Start of DATA RECORDS

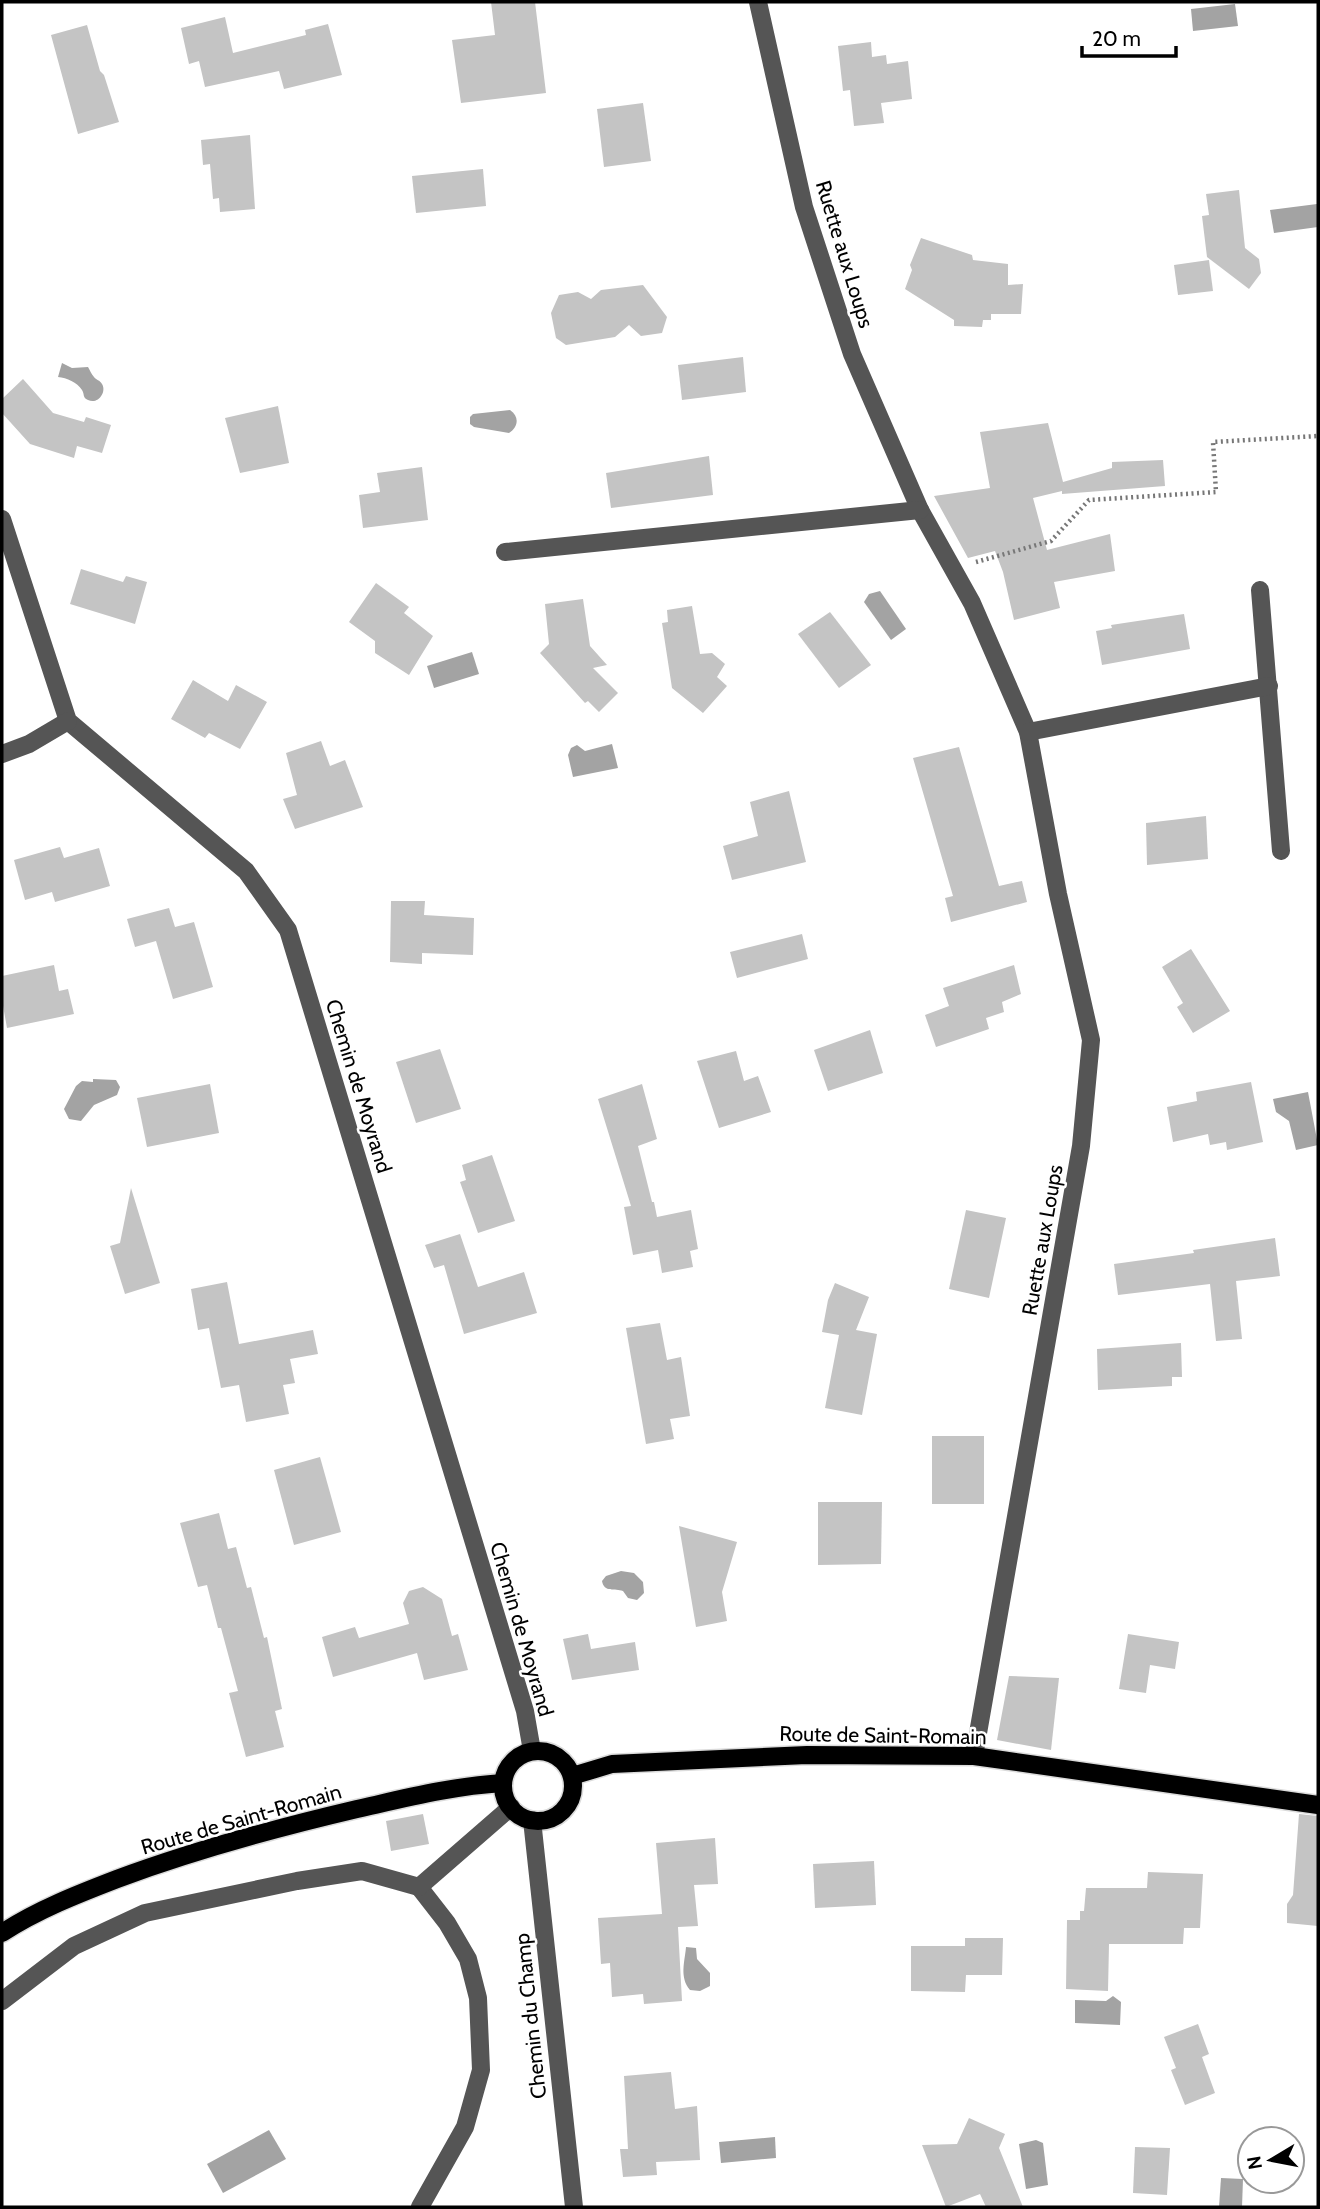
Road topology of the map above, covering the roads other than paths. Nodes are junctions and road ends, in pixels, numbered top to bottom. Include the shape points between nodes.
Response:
1 (758, 2) edge
2 (920, 510) junction
3 (2, 519) edge
4 (505, 552) dead end
5 (1261, 590) dead end
6 (1269, 686) junction
7 (68, 720) junction
8 (1028, 732) junction
9 (2, 754) edge
10 (1281, 851) dead end
11 (532, 1751) junction
12 (974, 1756) junction
13 (572, 1776) junction
14 (503, 1783) junction
15 (1318, 1805) edge
16 (511, 1807) junction
17 (532, 1820) junction
18 (419, 1886) junction
19 (2, 1933) edge
20 (2, 2001) edge
21 (420, 2207) edge
22 (574, 2207) edge

1 - 2 street, Ruette aux Loups via 804,207 852,354
2 - 4 street
2 - 8 street, Ruette aux Loups via 972,603
3 - 7 street
5 - 6 street
6 - 8 street
6 - 10 street
7 - 9 street
7 - 11 street, Chemin de Moyrand via 246,871 288,930 525,1711
8 - 12 street, Ruette aux Loups via 1091,1040 1081,1146
11 - 13 main road via 557,1756
11 - 14 main road via 518,1757
12 - 13 main road, Route de Saint-Romain via 807,1755 612,1764
12 - 15 main road, Route de Saint-Romain
13 - 17 main road via 573,1790 559,1814
14 - 16 main road
14 - 19 main road, Route de Saint-Romain via 460,1786 300,1822 171,1859 79,1894
16 - 17 main road
16 - 18 street
17 - 22 street, Chemin du Champ
18 - 20 street via 362,1871 145,1913 74,1945
18 - 21 street via 468,1959 478,1998 481,2070 465,2127

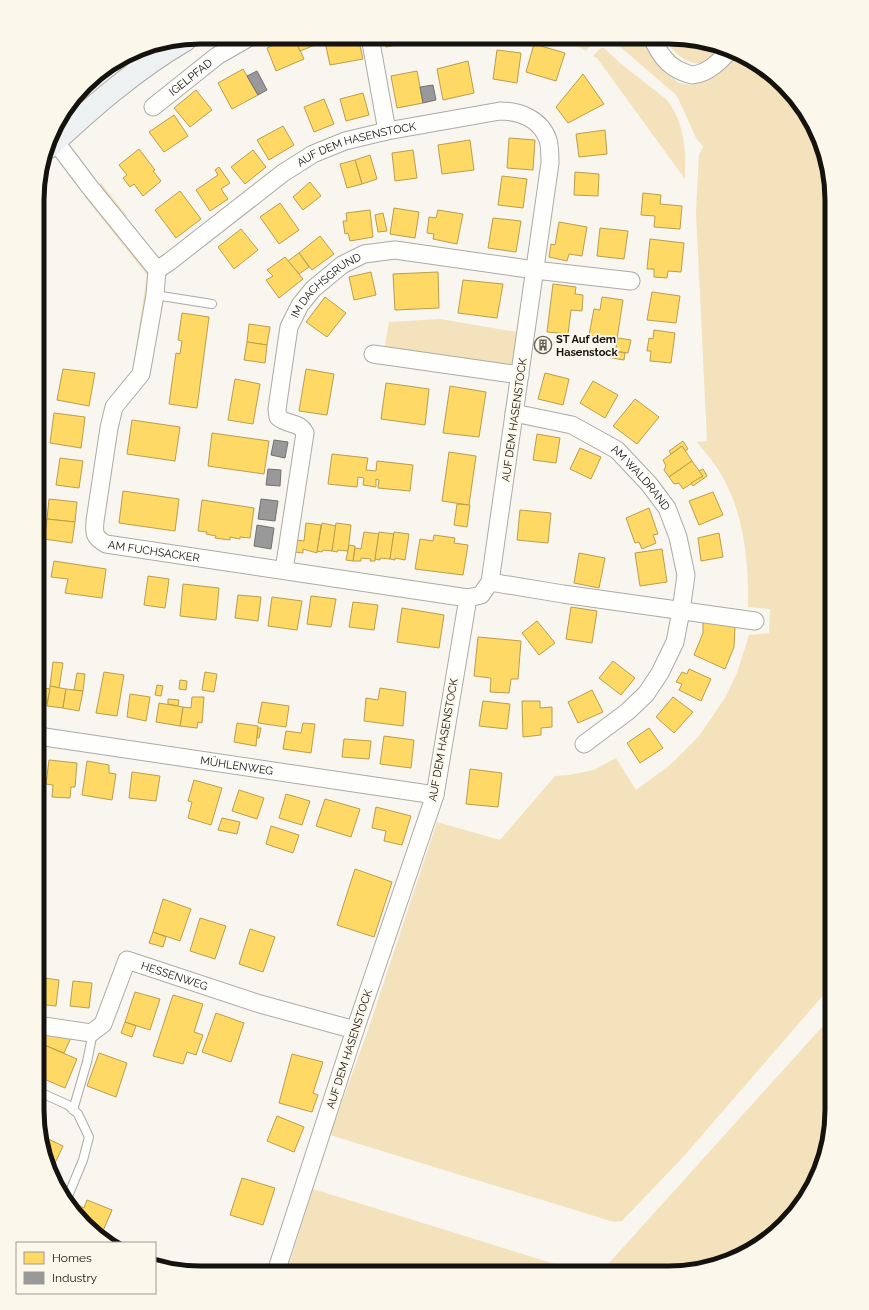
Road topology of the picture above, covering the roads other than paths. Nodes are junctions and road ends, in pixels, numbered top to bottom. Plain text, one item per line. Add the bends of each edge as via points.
1 (238, 44) edge
2 (371, 44) edge
3 (655, 44) edge
4 (175, 46) edge
5 (726, 55) edge
6 (153, 107) dead end
7 (387, 132) junction
8 (56, 141) edge
9 (54, 146) edge
10 (157, 270) junction
11 (535, 270) junction
12 (631, 281) dead end
13 (155, 295) junction
14 (212, 304) dead end
15 (373, 354) dead end
16 (520, 375) junction
17 (514, 413) junction
18 (284, 570) junction
19 (490, 582) junction
20 (468, 598) junction
21 (681, 611) junction
22 (755, 621) dead end
23 (44, 737) edge
24 (584, 744) dead end
25 (436, 795) junction
26 (44, 1026) edge
27 (355, 1030) junction
28 (93, 1031) junction
29 (44, 1094) edge
30 (73, 1110) junction
31 (69, 1195) edge
32 (278, 1266) edge

1 - 6 street, IGELPFAD via 217,56
2 - 7 street
3 - 5 street via 669,64 692,75 706,71
4 - 8 street via 114,90
7 - 10 street, AUF DEM HASENSTOCK via 345,141 313,154 283,172
7 - 11 street, AUF DEM HASENSTOCK via 500,111 512,111 532,119 548,141 550,163
9 - 10 street
10 - 13 street, AM FUCHSACKER
11 - 12 street, IM DACHSGRUND
11 - 16 street, AUF DEM HASENSTOCK
11 - 18 street, IM DACHSGRUND via 395,250 364,254 342,265 313,288 300,305 289,327 277,409 278,417 284,422 302,428 305,433
13 - 14 lane
13 - 18 street, AM FUCHSACKER via 141,374 114,407 110,422 94,533 106,544
15 - 16 street
16 - 17 street, AUF DEM HASENSTOCK
17 - 19 street, AUF DEM HASENSTOCK
17 - 21 street, AM WALDRAND via 572,425 617,450 649,484 667,508 678,537 686,575
18 - 20 street, AM FUCHSACKER
19 - 20 street via 481,595
19 - 21 street
20 - 25 street, AUF DEM HASENSTOCK
21 - 22 street
21 - 24 street, AM WALDRAND via 675,642 646,694
23 - 25 street, MÜHLENWEG
25 - 27 street, AUF DEM HASENSTOCK
26 - 28 street via 91,1033
27 - 28 street, HESSENWEG via 260,1004 126,960 103,1024
27 - 32 street, AUF DEM HASENSTOCK
28 - 30 lane via 88,1062
29 - 30 lane
30 - 31 lane via 78,1114 89,1137 84,1160

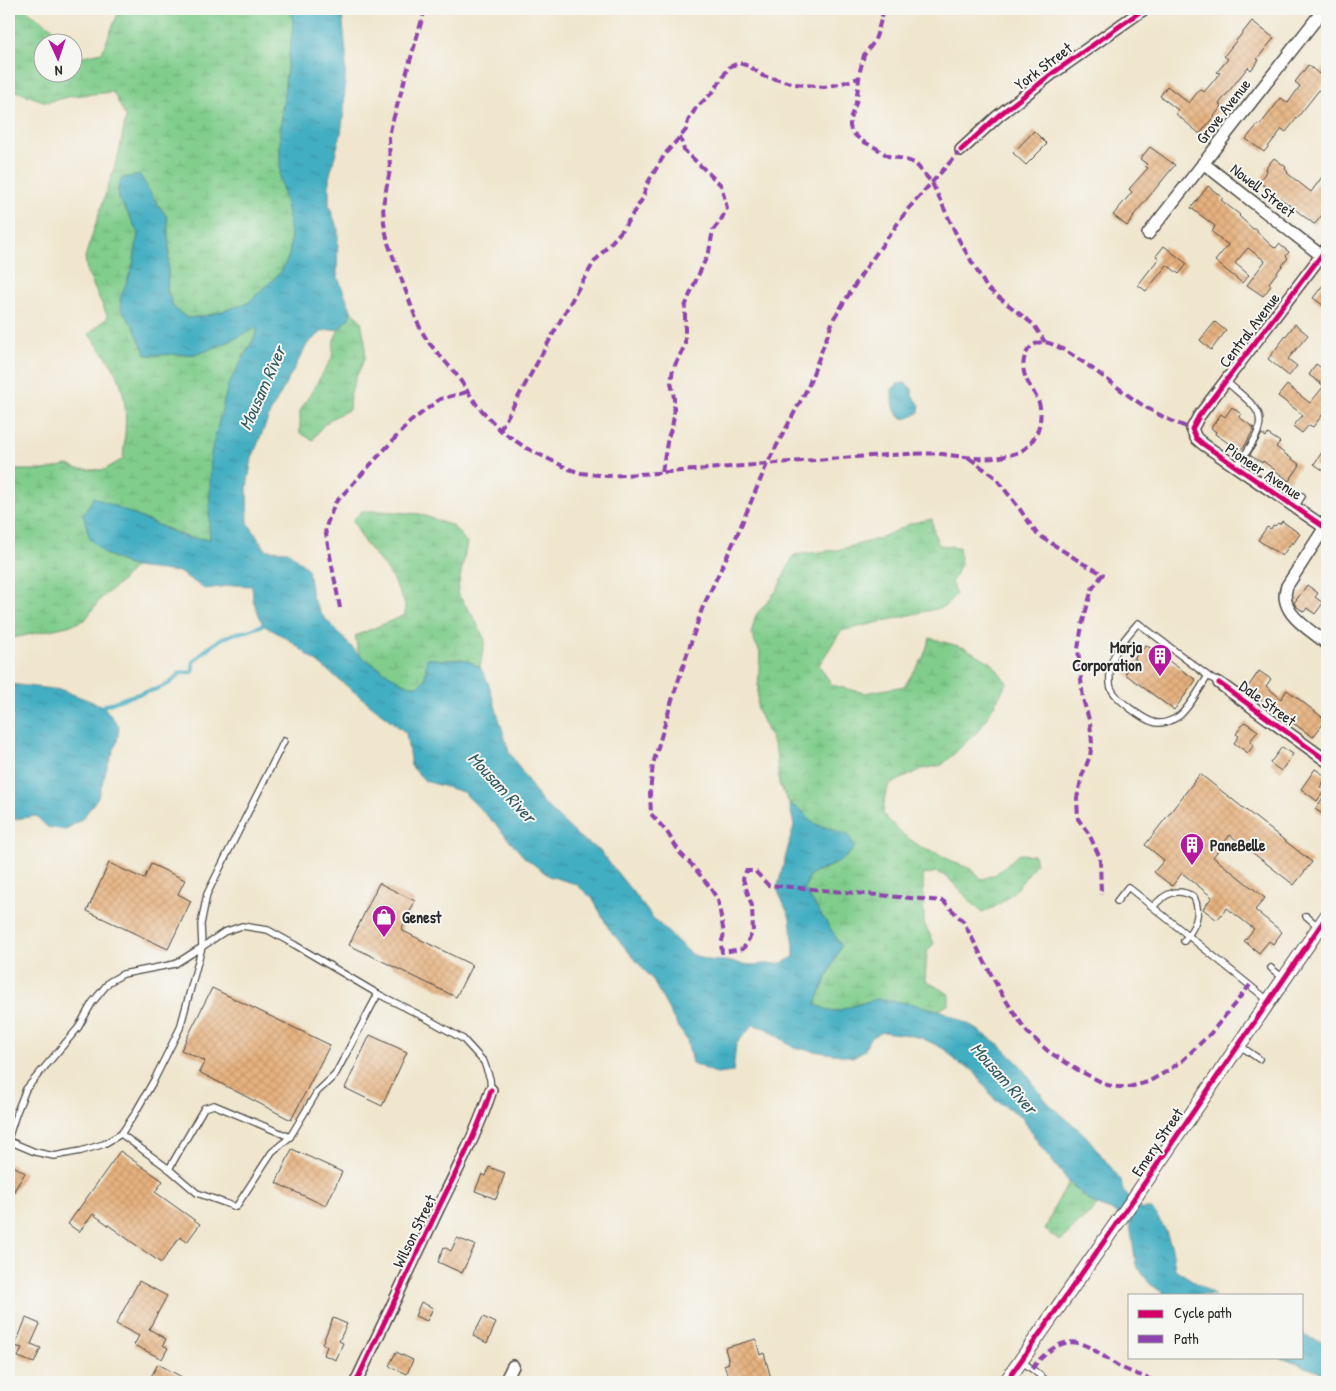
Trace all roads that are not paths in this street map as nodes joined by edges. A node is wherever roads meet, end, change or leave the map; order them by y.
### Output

End of DATA RECORDS

## TASK
Each entry above is to be written out exactly. The pictures stay out.

## TASK OUTPUT
Road topology of the map above, covering the roads other than paths. Nodes are junctions and road ends, in pixels, numbered top to bottom. Include the shape points between nodes.
Response:
1 (758, 2) edge
2 (920, 510) junction
3 (2, 519) edge
4 (505, 552) dead end
5 (1261, 590) dead end
6 (1269, 686) junction
7 (68, 720) junction
8 (1028, 732) junction
9 (2, 754) edge
10 (1281, 851) dead end
11 (532, 1751) junction
12 (974, 1756) junction
13 (572, 1776) junction
14 (503, 1783) junction
15 (1318, 1805) edge
16 (511, 1807) junction
17 (532, 1820) junction
18 (419, 1886) junction
19 (2, 1933) edge
20 (2, 2001) edge
21 (420, 2207) edge
22 (574, 2207) edge

1 - 2 street, Ruette aux Loups via 804,207 852,354
2 - 4 street
2 - 8 street, Ruette aux Loups via 972,603
3 - 7 street
5 - 6 street
6 - 8 street
6 - 10 street
7 - 9 street
7 - 11 street, Chemin de Moyrand via 246,871 288,930 525,1711
8 - 12 street, Ruette aux Loups via 1091,1040 1081,1146
11 - 13 main road via 557,1756
11 - 14 main road via 518,1757
12 - 13 main road, Route de Saint-Romain via 807,1755 612,1764
12 - 15 main road, Route de Saint-Romain
13 - 17 main road via 573,1790 559,1814
14 - 16 main road
14 - 19 main road, Route de Saint-Romain via 460,1786 300,1822 171,1859 79,1894
16 - 17 main road
16 - 18 street
17 - 22 street, Chemin du Champ
18 - 20 street via 362,1871 145,1913 74,1945
18 - 21 street via 468,1959 478,1998 481,2070 465,2127

Road topology of the picture above, covering the roads other than paths. Nodes are junctions and road ends, in pixels, numbered top to bottom. Plain text, one item per line. Add the bends of each edge as via points.
1 (238, 44) edge
2 (371, 44) edge
3 (655, 44) edge
4 (175, 46) edge
5 (726, 55) edge
6 (153, 107) dead end
7 (387, 132) junction
8 (56, 141) edge
9 (54, 146) edge
10 (157, 270) junction
11 (535, 270) junction
12 (631, 281) dead end
13 (155, 295) junction
14 (212, 304) dead end
15 (373, 354) dead end
16 (520, 375) junction
17 (514, 413) junction
18 (284, 570) junction
19 (490, 582) junction
20 (468, 598) junction
21 (681, 611) junction
22 (755, 621) dead end
23 (44, 737) edge
24 (584, 744) dead end
25 (436, 795) junction
26 (44, 1026) edge
27 (355, 1030) junction
28 (93, 1031) junction
29 (44, 1094) edge
30 (73, 1110) junction
31 (69, 1195) edge
32 (278, 1266) edge

1 - 6 street, IGELPFAD via 217,56
2 - 7 street
3 - 5 street via 669,64 692,75 706,71
4 - 8 street via 114,90
7 - 10 street, AUF DEM HASENSTOCK via 345,141 313,154 283,172
7 - 11 street, AUF DEM HASENSTOCK via 500,111 512,111 532,119 548,141 550,163
9 - 10 street
10 - 13 street, AM FUCHSACKER
11 - 12 street, IM DACHSGRUND
11 - 16 street, AUF DEM HASENSTOCK
11 - 18 street, IM DACHSGRUND via 395,250 364,254 342,265 313,288 300,305 289,327 277,409 278,417 284,422 302,428 305,433
13 - 14 lane
13 - 18 street, AM FUCHSACKER via 141,374 114,407 110,422 94,533 106,544
15 - 16 street
16 - 17 street, AUF DEM HASENSTOCK
17 - 19 street, AUF DEM HASENSTOCK
17 - 21 street, AM WALDRAND via 572,425 617,450 649,484 667,508 678,537 686,575
18 - 20 street, AM FUCHSACKER
19 - 20 street via 481,595
19 - 21 street
20 - 25 street, AUF DEM HASENSTOCK
21 - 22 street
21 - 24 street, AM WALDRAND via 675,642 646,694
23 - 25 street, MÜHLENWEG
25 - 27 street, AUF DEM HASENSTOCK
26 - 28 street via 91,1033
27 - 28 street, HESSENWEG via 260,1004 126,960 103,1024
27 - 32 street, AUF DEM HASENSTOCK
28 - 30 lane via 88,1062
29 - 30 lane
30 - 31 lane via 78,1114 89,1137 84,1160

Trace all roads that are not paths in this street map as nodes joined by edges. A node is wherever roads meet, end, change or leave the map; order them by y.
### Output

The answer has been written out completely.